Hornby writes of Annie: “She’d been with Duncan for fifteen years, and Tucker Crowe had always been part of the package, like a disability.” It’s a dispiriting introduction, and when we first meet the real Tucker Crowe, 80 pages in, he turns out to be pretty dispiriting in person, too. It’s not that he’s untalented but rather a real character with all the real problems one would expect from an aging rock musician with a drug-addled past — too many ex-girlfriends and too many kids with abandonment issues, a dried-up money stream and a complete lack of professional inspiration. Like Annie and (to a lesser extent) Duncan, Crowe is a complicated character, uneven and irrational. It’s hard not to like him, yet he rarely does anything likable. That kind of character is difficult to pull off, but Hornby does it with typical aplomb, making us care for someone who seems to rebuff any effort at empathy.
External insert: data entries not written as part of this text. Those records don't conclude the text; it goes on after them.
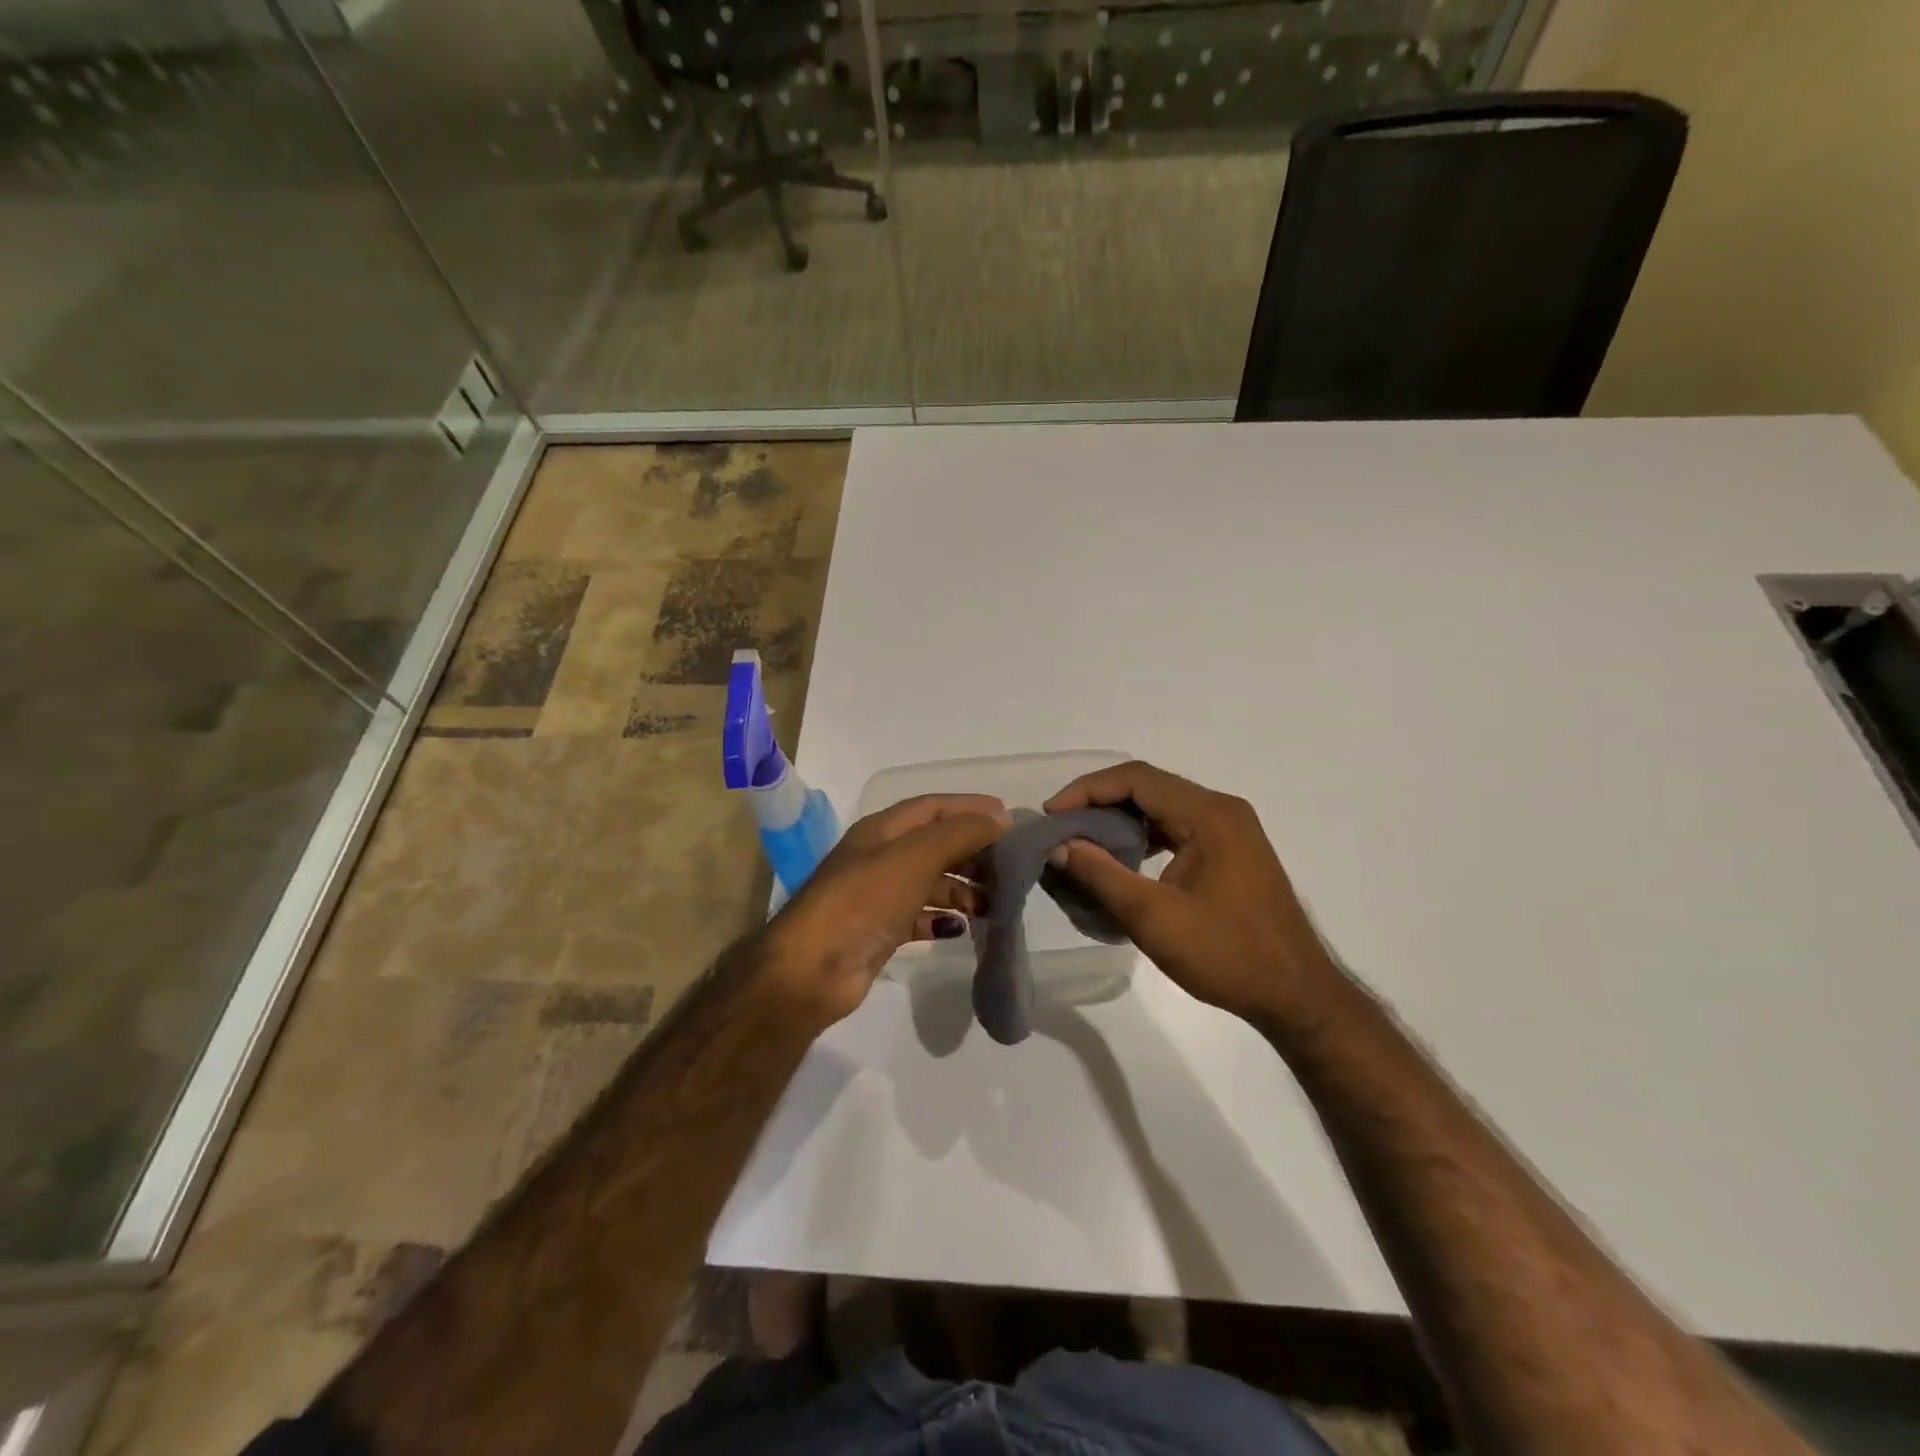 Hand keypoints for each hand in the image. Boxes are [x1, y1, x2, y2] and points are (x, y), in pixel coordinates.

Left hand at [762, 793, 1009, 1025]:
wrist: (812, 968)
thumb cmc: (865, 899)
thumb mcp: (915, 856)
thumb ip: (960, 833)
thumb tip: (1000, 818)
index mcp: (883, 830)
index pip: (934, 807)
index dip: (970, 808)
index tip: (1010, 820)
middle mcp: (881, 857)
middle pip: (936, 844)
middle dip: (973, 852)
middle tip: (1011, 868)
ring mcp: (880, 895)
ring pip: (932, 882)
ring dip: (963, 888)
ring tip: (996, 902)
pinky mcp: (881, 931)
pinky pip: (921, 916)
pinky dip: (943, 918)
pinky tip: (962, 927)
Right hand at [1045, 761, 1341, 1025]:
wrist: (1296, 995)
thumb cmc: (1226, 955)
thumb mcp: (1153, 918)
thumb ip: (1101, 875)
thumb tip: (1057, 846)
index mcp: (1209, 815)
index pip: (1137, 779)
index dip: (1088, 790)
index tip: (1051, 814)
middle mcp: (1222, 810)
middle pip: (1149, 787)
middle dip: (1099, 802)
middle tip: (1060, 826)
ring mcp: (1230, 829)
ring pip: (1162, 807)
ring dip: (1120, 818)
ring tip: (1081, 841)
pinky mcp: (1231, 850)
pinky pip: (1176, 827)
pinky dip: (1143, 835)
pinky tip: (1121, 858)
Hornby is good at characters, but he excels at dialogue; some exchanges are so witty and ironic and unexpected that it’s easy to see why Hornby has met with success in his screenplays, as well as film adaptations of his novels. Of course, Hornby makes mistakes, which wouldn’t be so noticeable if he weren’t so pitch-perfect most of the time. His American characters slip up, saying “quite a lot,” “a bit,” and “hasn’t got” a few too many times to make convincing Pennsylvanians.
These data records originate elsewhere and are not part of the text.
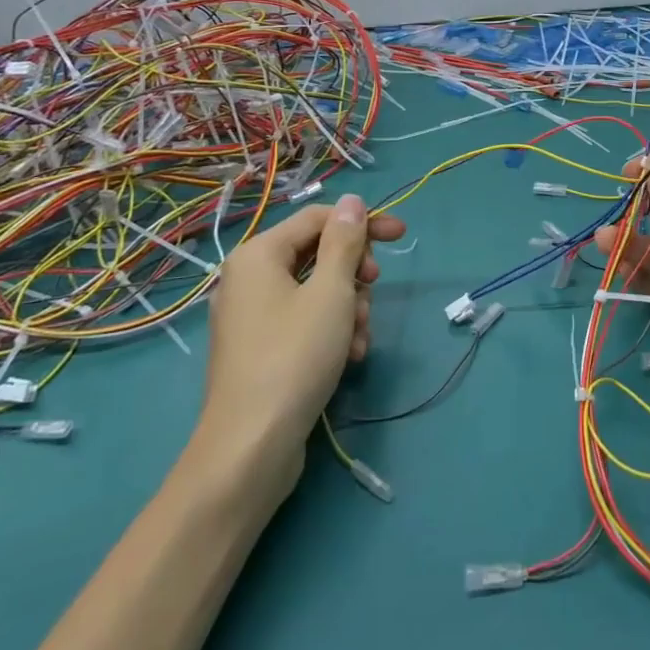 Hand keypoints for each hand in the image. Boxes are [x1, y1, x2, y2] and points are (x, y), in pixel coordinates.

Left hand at [199, 193, 406, 465]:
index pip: (319, 218)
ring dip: (348, 307)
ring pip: (315, 290)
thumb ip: (344, 242)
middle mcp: (248, 278)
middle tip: (372, 291)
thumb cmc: (295, 357)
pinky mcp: (260, 348)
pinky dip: (331, 330)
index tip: (401, 236)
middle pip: (317, 254)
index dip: (362, 223)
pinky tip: (350, 355)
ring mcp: (251, 316)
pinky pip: (303, 320)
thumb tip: (352, 201)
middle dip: (353, 273)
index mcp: (258, 255)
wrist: (251, 447)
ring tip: (360, 337)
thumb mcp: (331, 292)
In fact, Juliet is an exceptionally English book, meaning that its English characters are constantly complaining about the Englishness of it all — the grim weather, the repression, the inability to act in any way that could not be called “sensible” — while romanticizing the unruly passions of profoundly flawed foreigners. Of course, Hornby knows this is a common motif, and he handles it with a heavy helping of ironic self-awareness. If you enjoy (as I do) that kind of winking trope, it’s not an obstacle. But it doesn’t add to the novel’s originality.
Hornby also falls into the literary mantrap of introducing a wise-beyond-his-years six-year-old, one of Crowe’s children, who understands adult emotion so well that he’s more of a stand-in for the author than a character. Although the child’s dialogue is plausible and well written, that doesn’t mean it’s not annoying.
Overall, however, the novel is smart and modern. It deftly skewers a subculture that takes itself maddeningly seriously, yet is populated mainly by aggressive nutcases. It seamlessly incorporates mocked-up Wikipedia articles, chat room transcripts and soul-baring e-mails, yet it still manages to retain its integrity as a novel. Hornby knows that it’s not enough to string together a few amusing anecdotes on the same theme; there’s a story here, one with an ending that’s just unsatisfying enough to satisfy.
I enjoyed reading “Juliet, Naked,” but I’m going to forget it quickly. That’s not a bad thing. Hornby’s novel is refreshingly unambitious. It doesn’t aspire to some great revelation about love or life or relationships. It doesn’t attempt to encapsulate a place or a generation or even a moment in time. It just talks, cleverly and with evident enjoyment, as a close friend would tell a story after a long absence.